*** Begin section ***

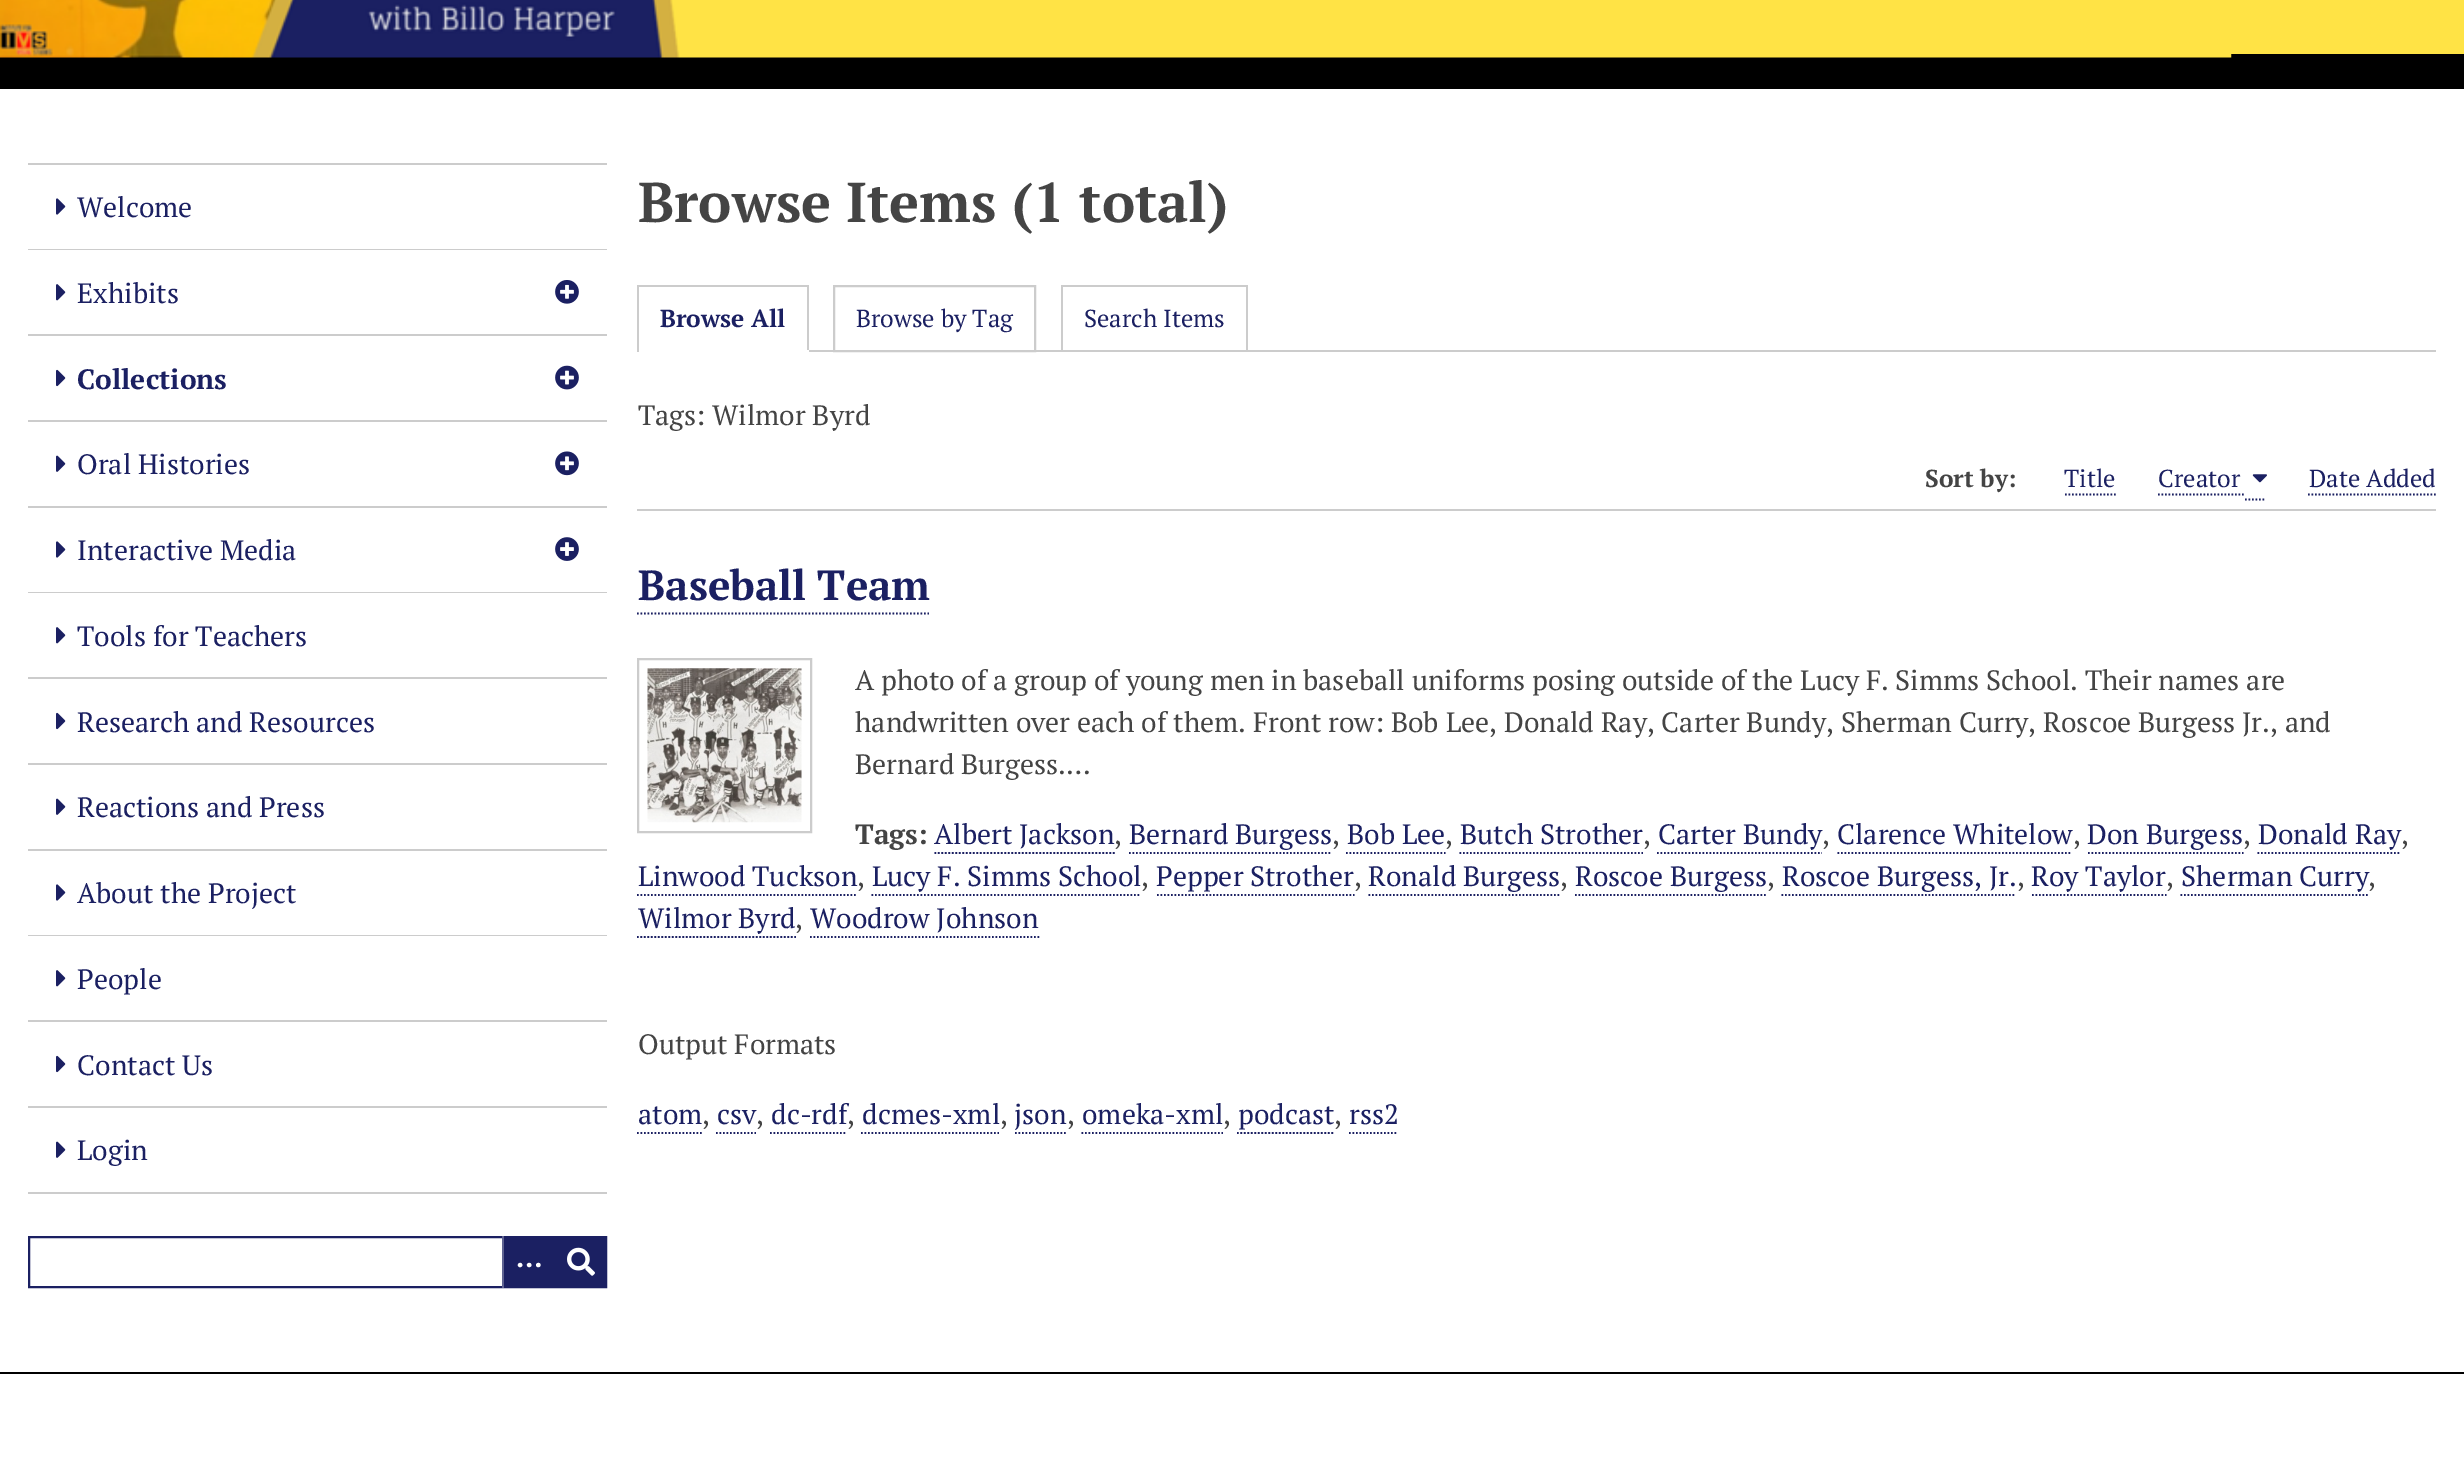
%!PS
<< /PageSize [2464 1461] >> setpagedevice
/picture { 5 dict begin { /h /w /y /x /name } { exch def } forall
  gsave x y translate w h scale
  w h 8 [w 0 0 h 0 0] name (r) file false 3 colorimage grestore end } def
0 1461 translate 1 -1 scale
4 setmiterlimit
1 setgray
0 0 2464 1461 rectfill
0 setgray
0 54 2464 35 rectfill
1 0.89 0.271 setrgbcolor
2231 0 233 54 rectfill
(img1.rgb) 0 0 2232 58 picture
0.8 setgray
28 163 579 2 rectfill
28 249 579 1 rectfill
(img2.rgb) 56 198 10 17 picture
/PTSerif-Regular [28 0 0 -28 0 0] selectfont
0.106 0.125 0.384 setrgbcolor
77 217 moveto (Welcome) show
0.8 setgray
28 334 579 2 rectfill
(img3.rgb) 56 284 10 17 picture
0.106 0.125 0.384 setrgbcolor
77 303 moveto (Exhibits) show
(img4.rgb) 555 280 24 24 picture
0.8 setgray
28 420 579 2 rectfill
(img5.rgb) 56 369 10 18 picture
/PTSerif-Bold [28 0 0 -28 0 0] selectfont
0.106 0.125 0.384 setrgbcolor
77 389 moveto (Collections) show
(img6.rgb) 555 365 24 25 picture
0.8 setgray
28 506 579 2 rectfill
(img7.rgb) 56 455 10 17 picture
/PTSerif-Regular [28 0 0 -28 0 0] selectfont
0.106 0.125 0.384 setrgbcolor
77 474 moveto (Oral Histories) show
(img8.rgb) 555 451 24 25 picture
0.8 setgray
28 592 579 1 rectfill
(img2.rgb) 56 541 10 17 picture
0.106 0.125 0.384 setrgbcolor
77 560 moveto (Interactive Media) show
(img9.rgb) 555 537 24 24 picture
0.8 setgray
28 677 579 2 rectfill
(img3.rgb) 56 627 10 17 picture
0.106 0.125 0.384 setrgbcolor
77 646 moveto (Tools for Teachers) show
0.8 setgray
28 763 579 2 rectfill
(img5.rgb) 56 712 10 18 picture
0.106 0.125 0.384 setrgbcolor
77 732 moveto (Research and Resources) show
0.8 setgray
28 849 579 2 rectfill
(img7.rgb) 56 798 10 17 picture
0.106 0.125 0.384 setrgbcolor
77 817 moveto (Reactions and Press) show
0.8 setgray
28 935 579 1 rectfill
(img2.rgb) 56 884 10 17 picture
0.106 0.125 0.384 setrgbcolor
77 903 moveto (About the Project) show
0.8 setgray
28 1020 579 2 rectfill
(img3.rgb) 56 970 10 17 picture
0.106 0.125 0.384 setrgbcolor
77 989 moveto (People) show
0.8 setgray
28 1106 579 2 rectfill
(img5.rgb) 56 1055 10 18 picture
0.106 0.125 0.384 setrgbcolor
77 1075 moveto (Contact Us) show
0.8 setgray
28 1192 579 2 rectfill
(img7.rgb) 56 1141 10 17 picture
0.106 0.125 0.384 setrgbcolor
77 1160 moveto (Login) show
2 setlinewidth
29 1237 577 50 rectstroke
504 1238 101 48 rectfill
0.373 0.388 0.569 setrgbcolor
502 1236 2 52 rectfill
/PTSerif-Bold [28 0 0 -28 0 0] selectfont
1 setgray
516 1267 moveto (…) show
(img10.rgb) 567 1247 28 29 picture
/PTSerif-Bold [56 0 0 -56 0 0] selectfont
0.267 setgray
638 222 moveto (Browse Items \(1 total\)) show
0.8 setgray
809 350 1627 2 rectfill
637 285 172 2 rectfill
807 285 2 67 rectfill
1 setgray
807 350 2 2 rectfill
0.8 setgray
637 285 2 67 rectfill
/PTSerif-Bold [24.5 0 0 -24.5 0 0] selectfont
0.106 0.125 0.384 setrgbcolor
660 327 moveto (Browse All) show
0.8 setgray
834 286 201 65 rectstroke
/PTSerif-Regular [24.5 0 0 -24.5 0 0] selectfont
0.106 0.125 0.384 setrgbcolor
856 327 moveto (Browse by Tag) show
0.8 setgray
1061 285 187 2 rectfill
1246 285 2 65 rectfill
1061 285 2 65 rectfill
0.106 0.125 0.384 setrgbcolor
1084 327 moveto (Search Items) show
/PTSerif-Regular [28 0 0 -28 0 0] selectfont
0.267 setgray
638 425 moveto (Tags: Wilmor Byrd) show
/PTSerif-Bold [24.5 0 0 -24.5 0 0] selectfont
1925 487 moveto (Sort by:) show
/PTSerif-Regular [24.5 0 0 -24.5 0 0] selectfont
0.106 0.125 0.384 setrgbcolor
2064 487 moveto (Title) show
1.8 setlinewidth
[1.75 1.75] 0 setdash
newpath 2065 494.5 moveto 2116 494.5 lineto stroke
newpath 2158 494.5 moveto 2245 494.5 lineto stroke
newpath 2245 499.5 moveto 2266 499.5 lineto stroke
2158 487 moveto (Creator) show
(img11.rgb) 2252 474 15 9 picture
2309 487 moveto (Date Added) show
newpath 2308 494.5 moveto 2436 494.5 lineto stroke
0.8 setgray
637 509 1799 2 rectfill
/PTSerif-Bold [42 0 0 -42 0 0] selectfont
0.106 0.125 0.384 setrgbcolor
638 600 moveto (Baseball Team) show
newpath 637 613.5 moveto 929 613.5 lineto stroke
0.8 setgray
2 setlinewidth
[] 0 setdash
638 659 173 173 rectstroke
(img12.rgb) 647 668 155 155 picture
/PTSerif-Regular [28 0 0 -28 0 0] selectfont
0.267 setgray
855 690 moveto (A photo of a group of young men in baseball uniforms posing outside of the Lucy F. Simms School. Their names are) show
855 732 moveto (handwritten over each of them. Front row: Bob Lee, Donald Ray, Carter Bundy, Sherman Curry, Roscoe Burgess Jr., and) show
855 774 moveto (Bernard Burgess.…) show
/PTSerif-Bold [28 0 0 -28 0 0] selectfont
855 844 moveto (Tags:) show
/PTSerif-Regular [28 0 0 -28 0 0] selectfont
0.106 0.125 0.384 setrgbcolor
934 844 moveto (Albert Jackson) show
1.8 setlinewidth
[1.75 1.75] 0 setdash
newpath 934.5 853 moveto 1115 853 lineto stroke
0.267 setgray
1114 844 moveto (,) show
0.106 0.125 0.384 setrgbcolor
1129 844 moveto (Bernard Burgess) show
newpath 1129 853 moveto 1332 853 lineto stroke
0.267 setgray
1332 844 moveto (,) show
0.106 0.125 0.384 setrgbcolor
1347 844 moveto (Bob Lee) show
newpath 1346 853 moveto 1445.5 853 lineto stroke
0.267 setgray
1445 844 moveto (,) show
0.106 0.125 0.384 setrgbcolor
1460 844 moveto (Butch Strother) show
newpath 1459.5 853 moveto 1643 853 lineto stroke
0.267 setgray
1643 844 moveto (,) show
0.106 0.125 0.384 setrgbcolor
1658 844 moveto (Carter Bundy) show
newpath 1657 853 moveto 1822 853 lineto stroke
0.267 setgray
1822 844 moveto (,) show
0.106 0.125 0.384 setrgbcolor
1837 844 moveto (Clarence Whitelow) show
newpath 1837.5 853 moveto 2072 853 lineto stroke
0.267 setgray
2073 844 moveto (,) show
0.106 0.125 0.384 setrgbcolor
2087 844 moveto (Don Burgess) show
newpath 2088 853 moveto 2243.5 853 lineto stroke
0.267 setgray
2243 844 moveto (,) show
0.106 0.125 0.384 setrgbcolor
2258 844 moveto (Donald Ray) show
newpath 2257.5 853 moveto 2401 853 lineto stroke
0.267 setgray
2401 844 moveto (,) show
0.106 0.125 0.384 setrgbcolor
638 886 moveto (Linwood Tuckson) show
newpath 637 895 moveto 857.5 895 lineto stroke
0.267 setgray
857 886 moveto (,) show
0.106 0.125 0.384 setrgbcolor
872 886 moveto (Lucy F. Simms School) show
newpath 871.5 895 moveto 1141 895 lineto stroke
0.267 setgray
1141 886 moveto (,) show
0.106 0.125 0.384 setrgbcolor
1156 886 moveto (Pepper Strother) show
newpath 1157 895 moveto 1354.5 895 lineto stroke
0.267 setgray
1354 886 moveto (,) show
0.106 0.125 0.384 setrgbcolor
1368 886 moveto (Ronald Burgess) show
newpath 1368.5 895 moveto 1561 895 lineto stroke
0.267 setgray
1560 886 moveto (,) show
0.106 0.125 0.384 setrgbcolor
1575 886 moveto (Roscoe Burgess) show
newpath 1575 895 moveto 1767.5 895 lineto stroke
0.267 setgray
1767 886 moveto (,) show
0.106 0.125 0.384 setrgbcolor
1782 886 moveto (Roscoe Burgess, Jr.) show
newpath 1781.5 895 moveto 2016 895 lineto stroke
0.267 setgray
2017 886 moveto (,) show
0.106 0.125 0.384 setrgbcolor
2031 886 moveto (Roy Taylor) show
newpath 2032 895 moveto 2166.5 895 lineto stroke
0.267 setgray
2166 886 moveto (,) show
0.106 0.125 0.384 setrgbcolor
2181 886 moveto (Sherman Curry) show
newpath 2180.5 895 moveto 2368 895 lineto stroke
0.267 setgray
2368 886 moveto (,) show
0.106 0.125 0.384 setrgbcolor
638 928 moveto (Wilmor Byrd) show
newpath 637 937 moveto 796 937 lineto stroke
0.267 setgray
795 928 moveto (,) show
0.106 0.125 0.384 setrgbcolor
810 928 moveto (Woodrow Johnson) show
newpath 810 937 moveto 1039.5 937 lineto stroke
0.267 setgray
638 1054 moveto (Output Formats) show
0.106 0.125 0.384 setrgbcolor
638 1124 moveto (atom) show
newpath 637 1133 moveto 702 1133 lineto stroke
0.267 setgray
702 1124 moveto (,) show
0.106 0.125 0.384 setrgbcolor
717 1124 moveto (csv) show
newpath 716 1133 moveto 756 1133 lineto stroke
0.267 setgray
756 1124 moveto (,) show
0.106 0.125 0.384 setrgbcolor
771 1124 moveto (dc-rdf) show
newpath 770 1133 moveto 847 1133 lineto stroke
0.267 setgray
847 1124 moveto (,) show
0.106 0.125 0.384 setrgbcolor
862 1124 moveto (dcmes-xml) show
newpath 861 1133 moveto 999 1133 lineto stroke
0.267 setgray
1000 1124 moveto (,) show
0.106 0.125 0.384 setrgbcolor
1014 1124 moveto (json) show
newpath 1015 1133 moveto 1067.5 1133 lineto stroke
0.267 setgray
1067 1124 moveto (,) show
0.106 0.125 0.384 setrgbcolor
1082 1124 moveto (omeka-xml) show
newpath 1081.5 1133 moveto 1223 1133 lineto stroke
0.267 setgray
1223 1124 moveto (,) show
0.106 0.125 0.384 setrgbcolor
1238 1124 moveto (podcast) show
newpath 1237 1133 moveto 1333.5 1133 lineto stroke
0.267 setgray
1334 1124 moveto (,) show
0.106 0.125 0.384 setrgbcolor
1349 1124 moveto (rss2) show
newpath 1349 1133 moveto 1398 1133 lineto stroke
0 setgray
0 1372 2464 2 rectfill
showpage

*** End section ***

INSTRUCTIONS FOR THE TASK:
From the entries above, copy every line that holds the word "rectstroke".

SOLUTION FOR THIS PROBLEM:
29 1237 577 50 rectstroke
834 286 201 65 rectstroke
638 659 173 173 rectstroke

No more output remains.